PIKE COUNTY, Mo. — A Missouri man drafted and introduced the 13th Amendment outlawing slavery.
It happened on this date (January 11) in 1864.
John Brooks Henderson was a Pike County attorney who had been appointed to the U.S. Senate two years earlier. Within six weeks of arriving in Washington, he was meeting regularly with President Abraham Lincoln.
As with the president, Henderson’s views on emancipation evolved. Abolitionists finally decided that a constitutional amendment codifying freedom was the only way to ensure their goal.

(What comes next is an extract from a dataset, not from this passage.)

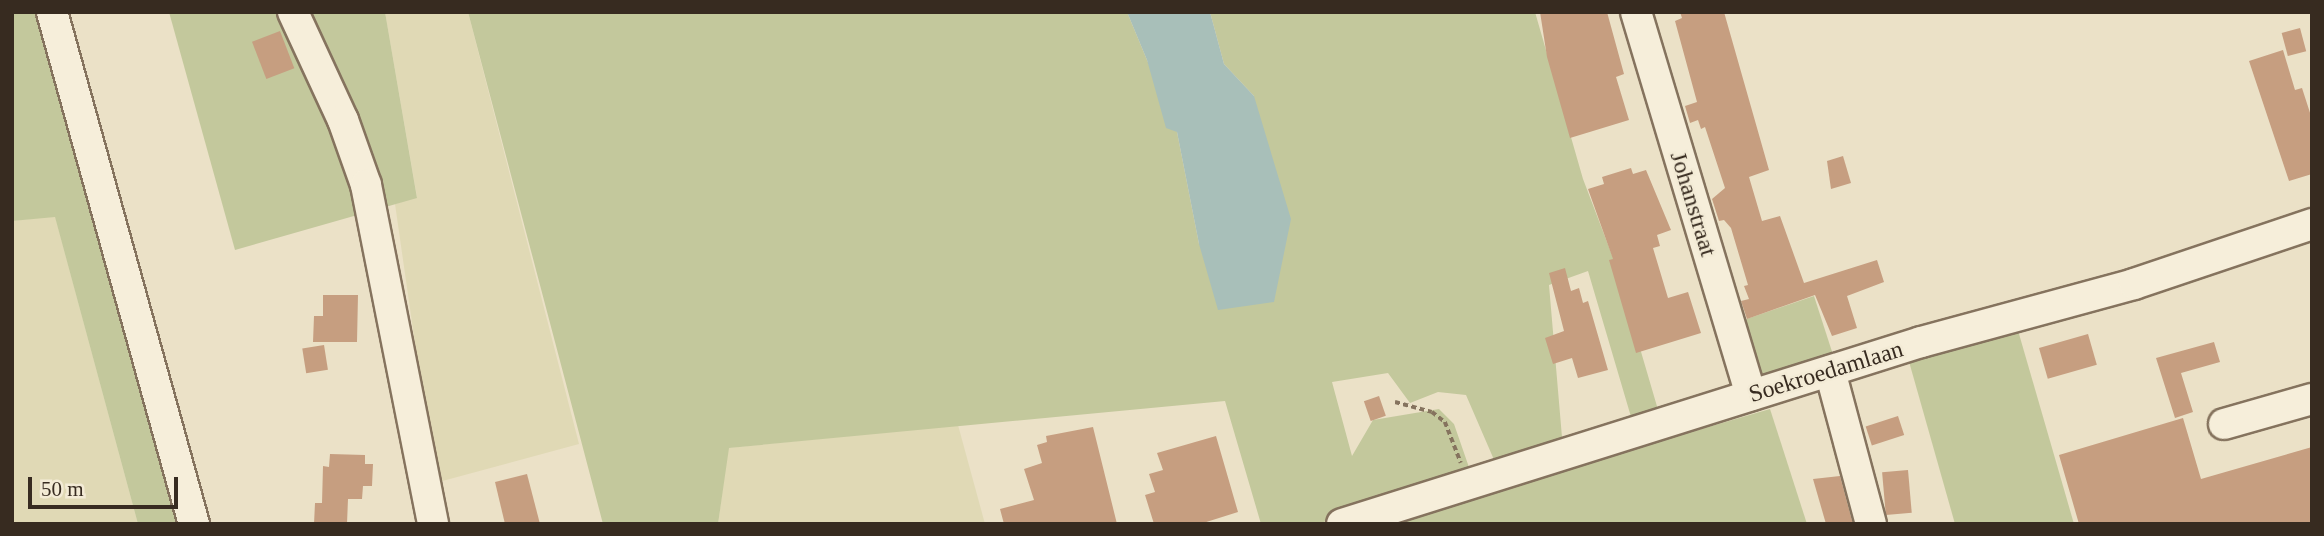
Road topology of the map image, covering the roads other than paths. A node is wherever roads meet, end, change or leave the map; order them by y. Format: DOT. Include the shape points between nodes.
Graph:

Convincing lawmakers to change the Constitution was almost as difficult for Henderson as trying to assure them that slavery’s time was past. It had been almost 60 years since the 12th Amendment.
Henderson got the job done by overcoming states’ rights arguments and objections from those who thought the founders intended the Constitution to stand as written. He believed the 13th Amendment would be a starting point toward healing the nation from the Civil War.
The final draft was approved by the Senate in April 1864 and by the House in January 1865. Illinois became the first state to ratify it, and Missouri did so five days later.
Henderson went on to support freedoms offered by the 14th and 15th Amendments, campaign for women’s voting rights, deal with Native American affairs and prosecute federal tax evaders. In 1868, he was one of seven Republicans who voted against impeaching Democrat President Andrew Johnson.
Henderson died at 86 in 1913.
Though he didn’t hold political office after leaving the Senate in 1869, Henderson remained confident in the American people and their right to choose leaders who endorsed freedom over tyranny.
“If you commit errors, or outrage public sentiment, I want no other revolution than the right of the ballot box,” he said. “With the Constitution unimpaired, we may yet appeal to the popular heart for the approval of right and the redress of wrong.”